───── Dataset ─────
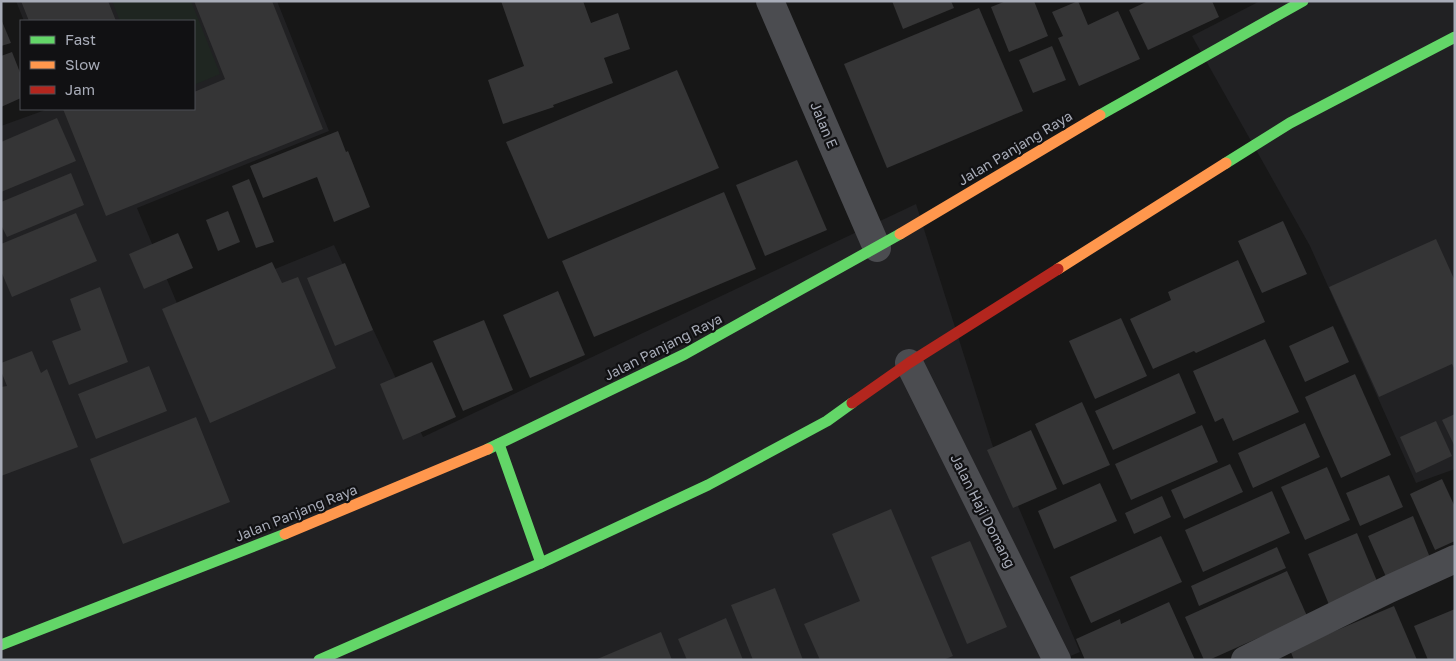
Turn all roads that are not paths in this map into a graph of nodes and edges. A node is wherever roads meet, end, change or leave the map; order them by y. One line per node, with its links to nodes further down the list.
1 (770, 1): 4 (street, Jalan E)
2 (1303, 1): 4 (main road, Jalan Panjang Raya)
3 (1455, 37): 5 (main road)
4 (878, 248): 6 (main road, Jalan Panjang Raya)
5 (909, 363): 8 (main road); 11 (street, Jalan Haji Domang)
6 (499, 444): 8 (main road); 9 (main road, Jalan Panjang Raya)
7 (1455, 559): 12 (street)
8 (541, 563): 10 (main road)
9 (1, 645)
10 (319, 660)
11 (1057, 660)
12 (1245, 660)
─────
The entire listing above, minus its pictures, should be copied out exactly.

Turn all roads that are not paths in this map into a graph of nodes and edges. A node is wherever roads meet, end, change or leave the map; order them by y. One line per node, with its links to nodes further down the list.
1 (770, 1): 4 (street, Jalan E)
2 (1303, 1): 4 (main road, Jalan Panjang Raya)
3 (1455, 37): 5 (main road)
4 (878, 248): 6 (main road, Jalan Panjang Raya)
5 (909, 363): 8 (main road); 11 (street, Jalan Haji Domang)
6 (499, 444): 8 (main road); 9 (main road, Jalan Panjang Raya)
7 (1455, 559): 12 (street)
8 (541, 563): 10 (main road)
9 (1, 645)
10 (319, 660)
11 (1057, 660)
12 (1245, 660)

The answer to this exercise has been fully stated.